Facebook’s array of marketing partners makes this news even more exciting. The social network's integrations enable expansion of this offline conversion concept to a much broader set of use cases that apply to all marketers, B-to-B marketers included. Before I get into the details, let’s start with some basics.
What's an Offline Conversion Event?
In this case, an “offline” conversion event happens when a contact in your database performs a desired action on a channel not measured by Facebook. Offline conversion events can give marketers a complete omnichannel view of all the sales and conversions attributable to Facebook, regardless of location, channel or campaign.
Here are a few examples of offline conversion events:
- MQL (marketing qualified lead);
- SQL (sales qualified lead);
- event attendance;
- target account;
- on-site sales consultation
- automotive test drive;
- sports game attendance;
- demo given;
- content downloaded;
- score threshold met;
- call occurred;
- call duration; and
- postal mail/package received.
Here are three unique ways to use offline conversion events to improve your marketing campaigns:
1. Increase MQLs.

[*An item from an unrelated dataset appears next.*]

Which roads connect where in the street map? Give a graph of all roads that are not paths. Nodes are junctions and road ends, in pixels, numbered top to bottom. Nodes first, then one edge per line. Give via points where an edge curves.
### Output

Let’s say that you’re a retail marketer that needs to increase the number of on-demand generation leads for a SaaS company. If your team buys Facebook Lead Ads to drive top-of-funnel growth, you shouldn’t just optimize your campaign based on form submissions. Instead, tie it to a metric that’s measured internally — e.g., the number of MQLs it drives.
All leads move through a conversion funnel based on pre-defined criteria to determine if they're ready to be passed to the sales team, and they're considered MQLs only if they meet the right qualifications. This is an important metric to track, since MQLs that are further qualified by sales become SQLS, which can ultimately translate into new opportunities and revenue.

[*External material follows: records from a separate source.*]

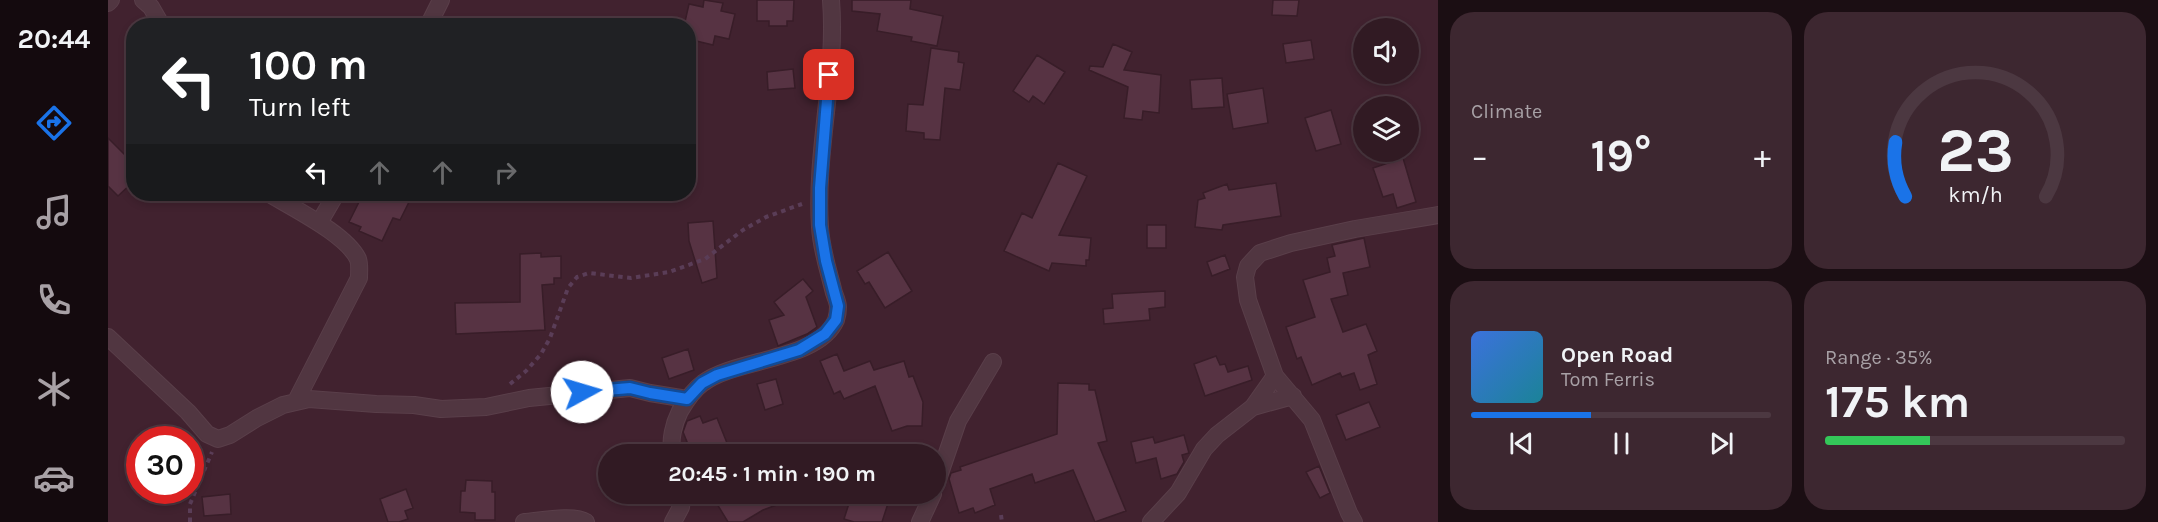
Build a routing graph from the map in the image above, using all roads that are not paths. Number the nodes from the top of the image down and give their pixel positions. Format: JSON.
{"nodes":[{"id":1,"x":143,"y":0,"type":"edge"},
{"id":2,"x":441,"y":0,"type":"edge"},
{"id":3,"x":831,"y":0,"type":"edge"},
{"id":4,"x":157,"y":18,"type":"edge"},
{"id":5,"x":432,"y":18,"type":"edge"},
{"id":6,"x":281,"y":201,"type":"edge"},
{"id":7,"x":332,"y":201,"type":"edge"},
{"id":8,"x":1438,"y":215,"type":"edge"},
{"id":9,"x":319,"y":224,"type":"junction"},
{"id":10,"x":108,"y":337,"type":"edge"},
{"id":11,"x":993,"y":362,"type":"dead end"},
{"id":12,"x":1275,"y":376,"type":"junction"},
{"id":13,"x":1293,"y":396,"type":"junction"},
{"id":14,"x":687,"y":399,"type":"junction"},
{"id":15,"x":296,"y":401,"type":"junction"},
{"id":16,"x":1252,"y":407,"type":"junction"},
{"id":17,"x":671,"y":444,"type":"edge"},
{"id":18,"x":946,"y":456,"type":"edge"},
{"id":19,"x":681,"y":504,"type":"edge"},
{"id":20,"x":928,"y":504,"type":"edge"},
{"id":21,"x":524,"y":522,"type":"edge"},
{"id":22,"x":586,"y":522,"type":"edge"},
{"id":23,"x":673,"y":522,"type":"edge"},
{"id":24,"x":920,"y":522,"type":"edge"},
{"id":25,"x":1151,"y":522,"type":"edge"},
{"id":26,"x":1354,"y":522,"type":"edge"}],
"edges":[{"from":1,"to":4,"type":"street"},
{"from":2,"to":5,"type":"street"},
{"from":3,"to":14,"type":"street"},
{"from":6,"to":9,"type":"street"},
{"from":7,"to":9,"type":"street"},
{"from":8,"to":12,"type":"street"},
{"from":9,"to":15,"type":"street"},
{"from":10,"to":15,"type":"street"},
{"from":11,"to":18,"type":"street"},
{"from":12,"to":13,"type":"street"},
{"from":12,"to":16,"type":"street"},
{"from":13,"to":16,"type":"street"},
{"from":13,"to":26,"type":"street"},
{"from":14,"to":15,"type":"street"},
{"from":14,"to":17,"type":"street"},
{"from":16,"to":25,"type":"street"},
{"from":19,"to":23,"type":"street"},
{"from":20,"to":24,"type":"street"},
{"from":21,"to":22,"type":"street"}]}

For example, in a revenue model leads come in at the top-of-the-funnel as names, then progress further into the funnel as they continue to engage with your company. By optimizing your Facebook campaign for MQLs and not form submissions, you can increase the number of conversions that drive more qualified leads down the funnel.
2. Boost the metrics that matter. If your company sells products that require an additional step before purchase (e.g., an in-home consultation or a demo in-store), you may want to optimize your Facebook Ads towards this additional step, rather than the number of online requests.
It’s likely there’s a discrepancy between the number of requests booked and the actual activities completed. Previously, this type of data was hard to track, making it difficult to follow up. Now, because of this integration, you can log the activities that actually happened with one of Facebook’s marketing partners, and the data will be sent to Facebook as an offline conversion. Then, your paid media team can re-evaluate its campaigns to understand how to optimize ad spend to drive more of the metrics that matter.
3. Track follow-throughs. For a digital marketer at a car dealership, one of your initiatives probably includes increasing visits to your showroom and test drives by prospective customers. Previously, you might’ve used Facebook Ads to encourage prospective customers to fill out their info in forms online, but it was tough to tie those initial interest requests to actual test drives. Now, with Facebook’s Offline Conversion tied to a marketing automation platform, you can capture how Facebook Ads result in in-person interest and test drives, connecting your Facebook ad spend directly to a test drive of a car so you can better optimize and improve sales.
Mike Stocker is the senior director of business development at Marketo, a marketing automation software provider.